• Exercise brief
Starting with the opening line of the entries below, transcribe each line exactly up to and including the one that has "margin:0; padding:0; list-style:none"; pictures are not copied.

• Information given

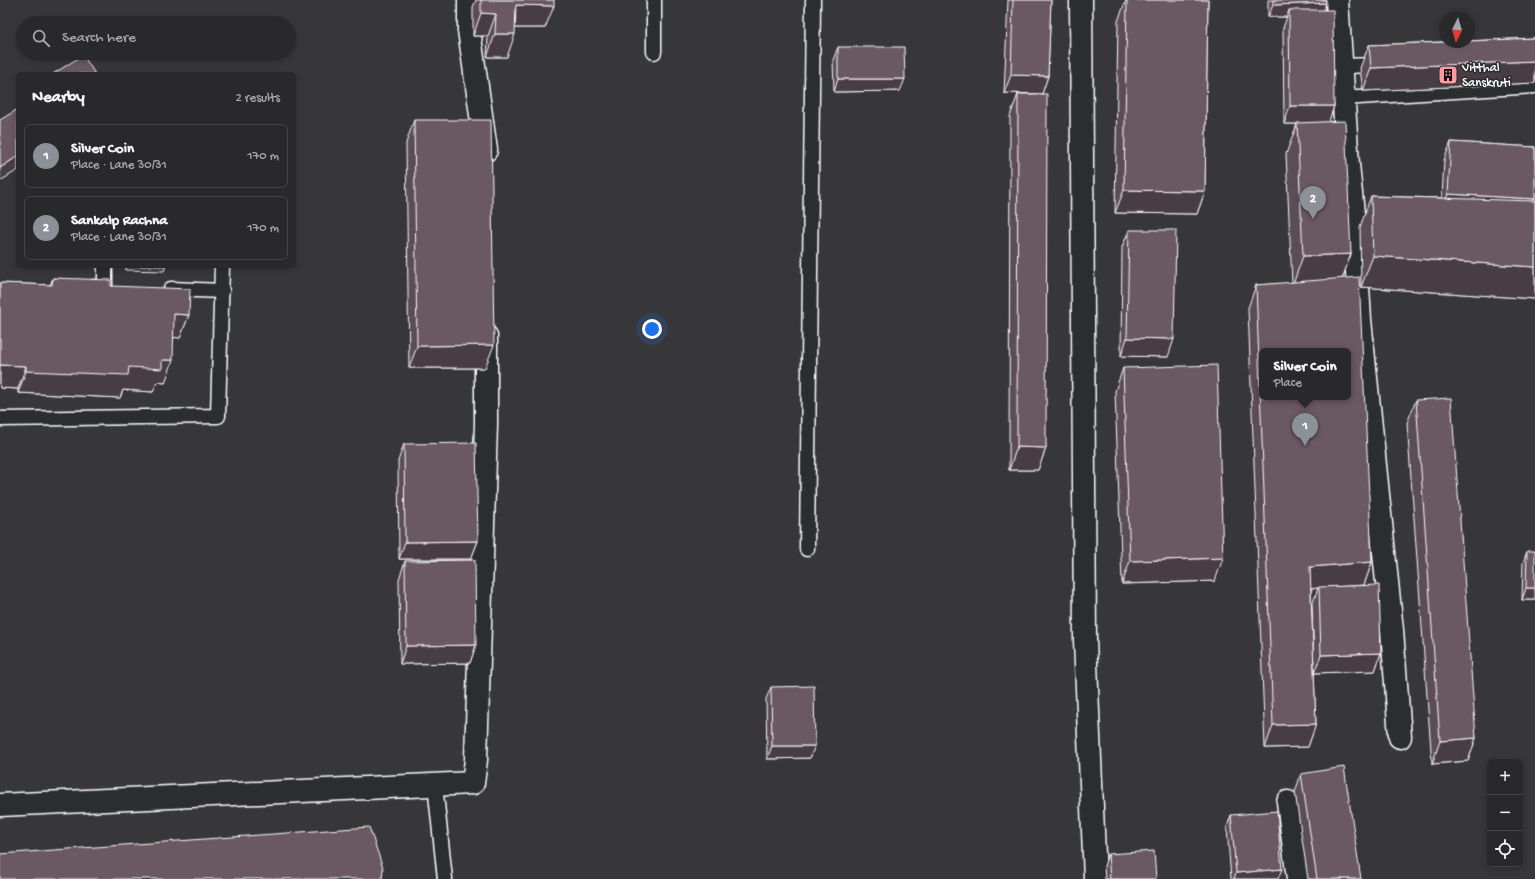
<!DOCTYPE html>
<html lang="en">
<head>
<meta charset="utf-8">
<style>
  :root { --surface:#29282a; --page:#313032; --text:#f1f3f6; --muted:#a5a6a8; --line:#454447; --accent:#8c9099 }
  body { margin:0; font-family:"Gochi Hand",sans-serif; background:var(--page); color:var(--text) }
  .controls { position:absolute; right:12px; bottom:12px; display:grid; overflow:hidden; border-radius:6px; box-shadow:0 2px 6px #0003 }
  .controls button { width:36px; height:36px; display:grid; place-items:center; padding:0; border:0; border-bottom:1px solid var(--line); background:var(--surface); color:var(--text); font:20px sans-serif }
  .compass { position:absolute; left:1439px; top:12px; width:36px; height:36px; border-radius:50%; background:var(--surface); box-shadow:0 2px 6px #0003; rotate:185deg }
  .you { position:absolute; left:652px; top:329px; width:14px; height:14px; margin:-10px; border:3px solid #fff; border-radius:50%; background:#1a73e8; box-shadow:0 0 0 6px #1a73e833 }
  .badge { display:grid; place-items:center; width:26px; height:26px; border-radius:50%; background:var(--accent); color:#fff; font-size:13px; font-weight:700 }
  .pin { position:absolute; translate:-50% -33px; filter:drop-shadow(0 1px 2px #0008) }
  .pin::after { content:''; position:absolute; top:21px; width:14px; height:12px; background:inherit; clip-path:polygon(0 0,100% 0,50% 100%) }
  .popup { position:absolute; left:1259px; top:348px; width:92px; height:52px; box-sizing:border-box; display:grid; place-content:center; border-radius:6px; background:var(--surface); filter:drop-shadow(0 1px 3px #0005); font-size:13px; white-space:nowrap; color:var(--muted) }
  .popup b { font-size:15px; color:var(--text) }
  .popup::after { content:''; position:absolute; left:50%; top:100%; margin-left:-8px; border:8px solid transparent; border-top-color:var(--surface) }
  .list { margin:0; padding:0; list-style:none }
  h2 { display:flex; justify-content:space-between; align-items:center; height:52px; margin:0; padding:0 16px; font-size:17px }
  h2 small { font-size:13px; font-weight:400; color:var(--muted) }
  .list li { display:grid; grid-template-columns:26px 1fr auto; gap:12px; align-items:center; box-sizing:border-box; height:64px; margin:0 8px 8px; padding:0 8px; border:1px solid var(--line); border-radius:6px }
  .list b { display:block; font-size:15px; white-space:nowrap }
  .list p { margin:0; font-size:13px; white-space:nowrap; color:var(--muted) }
  .list em { font-size:13px; font-style:normal; color:var(--muted) }
  .icon { flex:none; width:22px; height:22px; fill:none; stroke:currentColor; stroke-width:2; stroke-linecap:round; stroke-linejoin:round }
  .map { position:relative; flex:none; width:1535px; height:879px; overflow:hidden }
  .search { position:absolute; background:var(--surface); box-shadow:0 2px 6px #0003; left:16px; top:16px; width:280px; height:44px; display:flex; align-items:center; gap:10px; box-sizing:border-box; padding:0 14px; border-radius:22px; color:var(--muted); font-size:15px }
  .panel { position:absolute; background:var(--surface); box-shadow:0 2px 6px #0003; left:16px; top:72px; width:280px; height:196px; border-radius:6px }
  .map>svg:first-child { display:block }
</style>
</head>
<body>
<div class="map">
<svg width="1535" height="879" viewBox="0 0 1535 879">
  <rect width="100%" height="100%" fill="#373638"/>
  <filter id="ink" filterUnits="userSpaceOnUse"><feTurbulence type="fractalNoise" baseFrequency=".025" numOctaves="2"/><feDisplacementMap in="SourceGraphic" scale="8" xChannelSelector="R" yChannelSelector="G"/><feConvolveMatrix kernelMatrix="1 2 1 2 8 2 1 2 1" color-interpolation-filters="sRGB"/></filter>
  <g filter="url(#ink)">
    <g fill="none" stroke-linecap="round" stroke-linejoin="round">
      <defs>
        <g id="service">
          <polyline points="654,0 654,52"/>
          <polyline points="1341,66 1380,65"/>
          <polyline points="1343,98 1535,86"/>
          <polyline points="94,287 105,287 105,266"/>
          <polyline points="171,289 222,291"/>
          <polyline points="0,419 218,416 222,266"/>
          <polyline points="807,549 813,0"/>
          <polyline points="435,785 445,879"/>
        </g>
        <g id="minor">
          <polyline points="469,0 469,30 486,150"/>
          <polyline points="1081,0 1085,640 1095,879"/>
          <polyline points="1337,0 1348,164 1354,223 1360,320 1392,630 1400,737"/>
          <polyline points="1288,802 1298,879"/>
          <polyline points="0,805 473,783 476,760 486,424 486,336"/>
        </g>
      </defs>
      <!-- service casing -->
      <use href="#service" stroke="#fff" stroke-width="17"/>
      <!-- minor casing -->
      <use href="#minor" stroke="#fff" stroke-width="25"/>
      <!-- service -->
      <use href="#service" stroke="#2a2d2e" stroke-width="14"/>
      <!-- minor -->
      <use href="#minor" stroke="#2a2d2e" stroke-width="22"/>
    </g>
    <!-- wall -->
    <g fill="#5b4d54" stroke="#fff">
      <polygon points="476,0 554,0 545,28 515,28 507,57 487,57 488,36 473,36 473,7"/>
      <polygon points="1008,0 1051,0 1048,76 1042,94 1004,93"/>
      <polygon points="1126,0 1208,0 1205,191 1197,214 1115,213 1118,21"/>
      <polygon points="1268,0 1326,0 1324,10 1334,106 1328,122 1351,254 1342,279 1372,562 1364,585 1345,586 1381,653 1375,671 1314,673 1312,605 1318,588 1311,589 1316,724 1308,747 1265,748 1248,308 1256,285 1292,283 1286,154 1297,124 1284,124 1283,28 1287,17 1268,17"/>
      <polygon points="1535,38 1535,83 1363,91 1360,68 1369,45"/>
      <polygon points="838,47 900,91 834,92 833,60"/>
      <polygon points="1018,94 1046,448 1038,470 1009,470 1010,116"/>
      <polygon points="414,120 485,368 409,368 406,143"/>
      <polygon points="1451,142 1535,147 1535,299 1361,287 1360,227 1371,196 1442,198 1444,160"/>
      <polygon points="1129,230 1168,357 1121,356 1122,247"/>
      <polygon points="53,278 111,286 189,315 180,338 174,337 165,383 157,382 153,392 123,390 120,398 18,393 18,389 0,388 0,283 50,285"/>
      <polygon points="1123,368 1215,581 1122,584 1115,391"/>
      <polygon points="1416,400 1476,738 1468,761 1432,764 1407,423"/>
      <polygon points="404,444 478,541 471,559 399,559 398,461"/>
      <polygon points="1527,551 1535,600 1522,600 1523,563"/>
      <polygon points="405,561 476,645 470,663 400,664 399,579"/>
      <polygon points="771,687 815,746 810,758 767,759 766,699"/>
      <polygon points="1301,774 1361,879 1308,879 1295,792"/>
      <polygon points="1231,815 1278,879 1231,879 1227,827"/>
      <polygon points="1108,854 1156,879 1105,879 1104,866"/>
    </g>
    <!-- shaded-wall -->
    <g fill="#4a3e45" stroke="#fff">
      <polygon points="1326,3 1322,15 1289,10 1287,17 1268,17 1273,5"/>
      <polygon points="516,5 554,6 545,28 507,28"/>
      <polygon points="481,13 496,14 488,36 473,36"/>
      <polygon points="495,34 515,34 507,57 487,57"/>
      <polygon points="1535,61 1535,83 1363,91 1371,68"/>
      <polygon points="1011,75 1048,76 1042,94 1004,93"/>
      <polygon points="838,79 905,79 900,91 834,92"/>
      <polygon points="1290,106 1334,106 1328,124 1284,124"/>
      <polygon points="18,156 18,170 0,181 0,168"/>
      <polygon points="1124,190 1205,191 1197,214 1115,213"/>
      <polygon points="1448,194 1535,199 1535,217 1441,212"/>
      <polygon points="1351,254 1340,285 1292,287 1303,256"/>
      <polygon points="1373,256 1535,267 1535,299 1361,287"/>
      <polygon points="127,266 166,266 164,271 125,270"/>
      <polygon points="174,314 189,315 180,338 166,337"/>
      <polygon points="1127,338 1174,339 1168,357 1121,356"/>
      <polygon points="494,345 485,368 409,368 417,346"/>
      <polygon points="162,360 173,360 165,383 157,382 153,392 123,390 120,398 18,393 26,371 129,367"/>
      <polygon points="0,365 26,366 18,389 0,388"/>
      <polygon points="1017,447 1046,448 1038,470 1009,470"/>
      <polygon points="478,541 471,559 399,559 405,542"/>
      <polygon points="1223,558 1215,581 1122,584 1130,561"/>
      <polygon points="1372,562 1364,585 1319,588 1319,587 1318,588 1301,590 1310,567"/>
      <polygon points="1526,588 1535,588 1535,600 1522,600"/>
      <polygon points="476,645 470,663 400,664 406,646"/>
      <polygon points="1381,653 1375,671 1314,673 1321,655"/>
      <polygon points="1316,724 1308,747 1265,748 1273,725"/>
      <polygon points="1476,738 1468,761 1432,764 1440,741"/>
      <polygon points="772,746 815,746 810,758 767,759"/>
      <polygon points="1282,869 1278,879 1234,879 1236,873"/>
    </g>
    <!-- building -->
    <g fill="#6a5962" stroke="#fff" fill-rule="evenodd">
      <polygon points="481,0 554,0 554,6 516,5 515,34 495,34 496,14 481,13"/>
      <polygon points="1013,0 1051,0 1048,76 1011,75"/>
      <polygon points="1127,0 1208,0 1205,191 1124,190"/>
      <polygon points="1273,0 1326,0 1326,3 1273,5"/>
      <polygon points="1289,10 1333,10 1334,106 1290,106"/>
      <polygon points="1535,38 1535,61 1371,68 1369,45 1445,42 1469,42 1469,41"/>
      <polygon points="838,47 904,47 905,79 838,79"/>
      <polygon points="83,55 95,74 53,74"/>
      <polygon points="1018,94 1047,94 1046,448 1017,447"/>
      <polygon points="18,109 18,156 0,168 0,120"/>
      <polygon points="414,120 491,120 494,345 417,346"/>
      <polygon points="1345,121 1351,254 1303,256 1297,123"/>
      <polygon points="1451,142 1535,147 1535,199 1448,194"/>
      <polygon points="1371,196 1535,201 1535,267 1373,256"/>
      <polygon points="1129,230 1176,230 1174,339 1127,338"/>
      <path d="M1359 277 1372 562 1310 567 1316 724 1273 725 1256 285ZM1262 351H1348V397H1262Z"/>
      <polygon points="53,278 111,280 111,286 190,289 189,315 174,314 173,360 162,360 162,369 129,367 128,375 26,371 26,366 0,365 0,283 52,285"/>
      <polygon points="1217,365 1223,558 1130,561 1123,368"/>
      <polygon points="1451,398 1476,738 1440,741 1416,400"/>
      <polygon points="476,443 478,541 405,542 404,444"/>
      <polygon points="1527,551 1535,551 1535,588 1526,588"/>
      <polygon points="475,560 476,645 406,646 405,561"/>
      <polygon points="1379,585 1381,653 1321,655 1319,587"/>
      <polygon points="814,686 815,746 772,746 771,687"/>
      <polygon points="1344,767 1361,879 1317,879 1301,774"/>
      <polygon points="1277,811 1282,869 1236,873 1231,815"/>
      <polygon points="369,827 383,868 382,879 0,879 0,854"/>
      <polygon points="1154,851 1156,879 1110,879 1108,854"/>
    </g>
  </g>
  <!-- icons -->
  <defs>
    <symbol id="building-square" viewBox="-11 -11 22 22"><rect x="-9" y="-9" width="18" height="18" rx="4" fill="#ff9aa2" stroke="#2a2d2e"/><path d="M-4-6H4V6H1V3H-1V6H-4ZM-2.5-4.3h1.7v1.8h-1.7ZM.8-4.3h1.7v1.8H.8ZM-2.5-1h1.7V.8h-1.7ZM.8-1h1.7V.8H.8Z" fill="#111"/></symbol>
  </defs>
  <g fill-rule="evenodd">
    <use href="#building-square" x="1437" y="64" width="22" height="22"/>
  </g>
  <g text-anchor="middle" dominant-baseline="central" stroke-width="3" stroke-linejoin="round" paint-order="stroke">
    <!-- poi labels -->
    <g font-size="13" fill="#fff" stroke="#2a2d2e" text-anchor="start">
      <text x="1462" y="68">Vitthal<tspan x="1462" dy="15">Sanskruti</tspan></text>
    </g>
  </g>
</svg>
<div class="controls">
<button>+</button>
<button>−</button>
<button><svg class="icon" aria-label="locate" viewBox="0 0 24 24"><circle cx="12" cy="12" r="6"/><path d="M12 2v4M12 18v4M2 12h4M18 12h4"/></svg></button>
</div>
<svg class="compass" viewBox="-18 -18 36 36"><path d="M0-13l5 13h-10z" fill="#e53935"/><path d="M0 13l5-13h-10z" fill="#a5a6a8"/></svg>
<div class="you"></div>
<div class="pin badge" style="left:1305px;top:446px">1</div>
<div class="popup"><b>Silver Coin</b>Place</div>
<div class="pin badge" style="left:1313px;top:219px">2</div>
<div class="search"><svg class="icon" aria-label="search" viewBox="0 0 24 24"><circle cx="10" cy="10" r="6"/><path d="M15 15l6 6"/></svg>Search here</div>
<section class="panel">
<h2>Nearby<small>2 results</small></h2>
<ul class="list">
<li><span class="badge">1</span><div><b>Silver Coin</b><p>Place · Lane 30/31</p></div><em>170 m</em></li>
<li><span class="badge">2</span><div><b>Sankalp Rachna</b><p>Place · Lane 30/31</p></div><em>170 m</em></li>
</ul>
</section>
</div>
</body>
</html>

• Exercise result
<!DOCTYPE html>
<html lang="en">
<head>
<meta charset="utf-8">
<style>
  :root { --surface:#29282a; --page:#313032; --text:#f1f3f6; --muted:#a5a6a8; --line:#454447; --accent:#8c9099 }
  body { margin:0; font-family:"Gochi Hand",sans-serif; background:var(--page); color:var(--text) }
  .controls { position:absolute; right:12px; bottom:12px; display:grid; overflow:hidden; border-radius:6px; box-shadow:0 2px 6px #0003 }
  .controls button { width:36px; height:36px; display:grid; place-items:center; padding:0; border:0; border-bottom:1px solid var(--line); background:var(--surface); color:var(--text); font:20px sans-serif }
  .compass { position:absolute; left:1439px; top:12px; width:36px; height:36px; border-radius:50%; background:var(--surface); box-shadow:0 2px 6px #0003; rotate:185deg }
  .you { position:absolute; left:652px; top:329px; width:14px; height:14px; margin:-10px; border:3px solid #fff; border-radius:50%; background:#1a73e8; box-shadow:0 0 0 6px #1a73e833 }
  .badge { display:grid; place-items:center; width:26px; height:26px; border-radius:50%; background:var(--accent); color:#fff; font-size:13px; font-weight:700 }
  .pin { position:absolute; translate:-50% -33px; filter:drop-shadow(0 1px 2px #0008) }
  .pin::after { content:''; position:absolute; top:21px; width:14px; height:12px; background:inherit; clip-path:polygon(0 0,100% 0,50% 100%) }
  .popup { position:absolute; left:1259px; top:348px; width:92px; height:52px; box-sizing:border-box; display:grid; place-content:center; border-radius:6px; background:var(--surface); filter:drop-shadow(0 1px 3px #0005); font-size:13px; white-space:nowrap; color:var(--muted) }
  .popup b { font-size:15px; color:var(--text) }
  .popup::after { content:''; position:absolute; left:50%; top:100%; margin-left:-8px; border:8px solid transparent; border-top-color:var(--surface) }
  .list { margin:0; padding:0; list-style:none }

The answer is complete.